### Given information

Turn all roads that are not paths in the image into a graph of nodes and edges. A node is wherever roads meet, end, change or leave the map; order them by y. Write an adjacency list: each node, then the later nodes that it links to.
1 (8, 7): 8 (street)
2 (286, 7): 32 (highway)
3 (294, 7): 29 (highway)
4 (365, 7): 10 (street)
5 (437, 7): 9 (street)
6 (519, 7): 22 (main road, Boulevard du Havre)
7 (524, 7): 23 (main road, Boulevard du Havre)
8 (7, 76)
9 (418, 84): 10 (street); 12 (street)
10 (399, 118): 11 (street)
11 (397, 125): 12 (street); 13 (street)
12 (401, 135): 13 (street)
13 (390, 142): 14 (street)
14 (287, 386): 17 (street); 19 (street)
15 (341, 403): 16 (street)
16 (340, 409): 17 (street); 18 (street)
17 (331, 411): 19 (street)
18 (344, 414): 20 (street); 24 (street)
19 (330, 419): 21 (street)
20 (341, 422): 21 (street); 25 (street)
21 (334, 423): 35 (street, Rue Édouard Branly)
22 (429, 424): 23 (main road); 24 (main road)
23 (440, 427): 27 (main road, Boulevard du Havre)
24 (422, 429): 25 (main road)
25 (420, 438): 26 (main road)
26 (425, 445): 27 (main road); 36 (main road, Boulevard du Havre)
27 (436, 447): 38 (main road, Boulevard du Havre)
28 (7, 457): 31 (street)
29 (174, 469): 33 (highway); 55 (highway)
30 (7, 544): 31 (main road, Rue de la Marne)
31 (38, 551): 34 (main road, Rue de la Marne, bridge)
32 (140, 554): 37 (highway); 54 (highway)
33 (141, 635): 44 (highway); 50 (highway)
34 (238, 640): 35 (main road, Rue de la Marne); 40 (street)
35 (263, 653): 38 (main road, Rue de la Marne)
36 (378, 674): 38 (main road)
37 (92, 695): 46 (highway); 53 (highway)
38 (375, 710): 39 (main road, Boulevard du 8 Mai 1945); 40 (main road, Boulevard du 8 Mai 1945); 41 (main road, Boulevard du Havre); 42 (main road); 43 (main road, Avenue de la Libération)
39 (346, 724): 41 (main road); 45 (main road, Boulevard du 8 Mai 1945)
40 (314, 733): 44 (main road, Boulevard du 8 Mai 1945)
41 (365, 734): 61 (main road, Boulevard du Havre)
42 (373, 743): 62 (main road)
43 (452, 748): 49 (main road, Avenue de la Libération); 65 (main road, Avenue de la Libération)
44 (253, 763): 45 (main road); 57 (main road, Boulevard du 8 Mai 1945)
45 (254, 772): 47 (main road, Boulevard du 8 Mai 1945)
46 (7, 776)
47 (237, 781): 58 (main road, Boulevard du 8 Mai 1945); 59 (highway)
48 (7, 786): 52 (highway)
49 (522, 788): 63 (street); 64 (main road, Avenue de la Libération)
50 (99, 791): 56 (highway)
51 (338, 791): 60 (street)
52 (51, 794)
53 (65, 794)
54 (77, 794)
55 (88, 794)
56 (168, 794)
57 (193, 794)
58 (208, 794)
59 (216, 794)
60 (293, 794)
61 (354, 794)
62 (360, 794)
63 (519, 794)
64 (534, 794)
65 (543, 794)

### Directions
Go through the entries and return each line where the word "Marne" occurs.

### Response area
30 (7, 544): 31 (main road, Rue de la Marne)
31 (38, 551): 34 (main road, Rue de la Marne, bridge)
34 (238, 640): 35 (main road, Rue de la Marne); 40 (street)
35 (263, 653): 38 (main road, Rue de la Marne)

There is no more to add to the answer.